I think there are more successful third person narratives for the simple reason that some writers writing first person have a nasty habit of basing the narrator on themselves.

Characters meant to be an accurate reflection of the author are almost never good – it’s very hard to find the distance necessary to make them believable.

A few authors have used both in a story to good effect. The Edible Woman by Margaret Atwood is about a woman who’s losing all sense of herself, who’s being absorbed into the man she intends to marry. As this process starts, the author switches from first to third person.

There’s a very irritating short story by Clark Blaise called “Eyes” in which he uses second-person. It’s obnoxious to be told what you’re doing and what you’re seeing, and what your life is like.

I think that’s why second-person only works in things like “Choose Your Own Adventure” and role-playing games, where there’s some measure of choice involved.

Jackmannii generally prefers books written in the third person.

I usually prefer third person books, there are a few that have caught me which are first person (like Outlander) but I don’t usually read them. Even when I do my stories and whatnot I usually end up writing as third person past tense.

It depends on the story.

First person perspective makes the novel so much more personal, because it’s as though someone was sitting across from you and telling his story. Life of Pi, by Yann Martel, for example, probably wouldn’t have worked in third person because of the feeling involved.

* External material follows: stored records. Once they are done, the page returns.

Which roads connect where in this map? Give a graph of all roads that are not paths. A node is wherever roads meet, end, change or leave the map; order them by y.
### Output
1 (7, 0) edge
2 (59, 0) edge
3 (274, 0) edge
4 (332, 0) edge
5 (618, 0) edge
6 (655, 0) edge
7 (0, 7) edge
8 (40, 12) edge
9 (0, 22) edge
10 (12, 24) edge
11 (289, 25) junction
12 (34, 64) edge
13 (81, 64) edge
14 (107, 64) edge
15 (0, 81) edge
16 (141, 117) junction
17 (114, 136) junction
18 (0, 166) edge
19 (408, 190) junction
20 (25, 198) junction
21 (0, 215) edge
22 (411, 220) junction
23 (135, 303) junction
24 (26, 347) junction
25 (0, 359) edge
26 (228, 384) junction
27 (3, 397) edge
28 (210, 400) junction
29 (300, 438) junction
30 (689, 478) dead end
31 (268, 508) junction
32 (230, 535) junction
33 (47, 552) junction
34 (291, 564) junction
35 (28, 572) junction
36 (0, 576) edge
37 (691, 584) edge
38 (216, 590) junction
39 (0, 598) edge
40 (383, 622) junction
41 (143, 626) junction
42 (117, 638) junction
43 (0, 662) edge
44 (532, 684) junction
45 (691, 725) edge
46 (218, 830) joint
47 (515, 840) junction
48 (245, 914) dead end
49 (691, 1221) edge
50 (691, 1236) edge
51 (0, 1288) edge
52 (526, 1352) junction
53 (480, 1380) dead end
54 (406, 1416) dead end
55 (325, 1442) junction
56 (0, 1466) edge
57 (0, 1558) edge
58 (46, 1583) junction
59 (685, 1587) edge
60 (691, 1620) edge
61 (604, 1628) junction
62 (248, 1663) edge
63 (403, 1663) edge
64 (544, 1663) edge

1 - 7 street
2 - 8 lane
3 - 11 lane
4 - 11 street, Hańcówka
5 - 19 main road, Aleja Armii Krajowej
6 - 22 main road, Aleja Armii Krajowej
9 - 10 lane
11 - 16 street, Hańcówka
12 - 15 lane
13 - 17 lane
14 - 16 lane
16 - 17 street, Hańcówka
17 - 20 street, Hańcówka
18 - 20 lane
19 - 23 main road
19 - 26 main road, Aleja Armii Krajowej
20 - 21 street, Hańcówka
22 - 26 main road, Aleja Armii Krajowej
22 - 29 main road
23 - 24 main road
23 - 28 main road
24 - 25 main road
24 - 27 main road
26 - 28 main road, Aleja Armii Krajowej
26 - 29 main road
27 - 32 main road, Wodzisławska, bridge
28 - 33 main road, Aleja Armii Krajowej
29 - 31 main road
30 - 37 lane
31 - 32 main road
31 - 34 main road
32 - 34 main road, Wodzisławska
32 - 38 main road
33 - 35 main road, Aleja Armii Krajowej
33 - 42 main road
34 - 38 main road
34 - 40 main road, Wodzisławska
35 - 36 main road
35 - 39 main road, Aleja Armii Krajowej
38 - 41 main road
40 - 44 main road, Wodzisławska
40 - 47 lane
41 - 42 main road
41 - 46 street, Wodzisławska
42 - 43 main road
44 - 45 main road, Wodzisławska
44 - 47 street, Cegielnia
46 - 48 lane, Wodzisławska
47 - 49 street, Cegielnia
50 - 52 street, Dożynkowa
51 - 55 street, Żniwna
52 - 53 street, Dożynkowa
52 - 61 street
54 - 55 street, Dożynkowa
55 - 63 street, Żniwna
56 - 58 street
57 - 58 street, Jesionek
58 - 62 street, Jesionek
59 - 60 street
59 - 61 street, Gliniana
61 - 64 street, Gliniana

You’re being let in on someone’s thoughts and emotions and it’s much more personal.

On the other hand, third person is good when you want to see the story from all sides, through the eyes of many different characters. Also when there’s a wide-reaching story with pieces to pull together, or a “moral” to be learned from the experience, it usually needs a third person perspective to, well, put it in perspective.

It would be interesting for an author to write a novel in first person perspective, and then write the same novel in third person perspective. I wonder if it’s ever been done.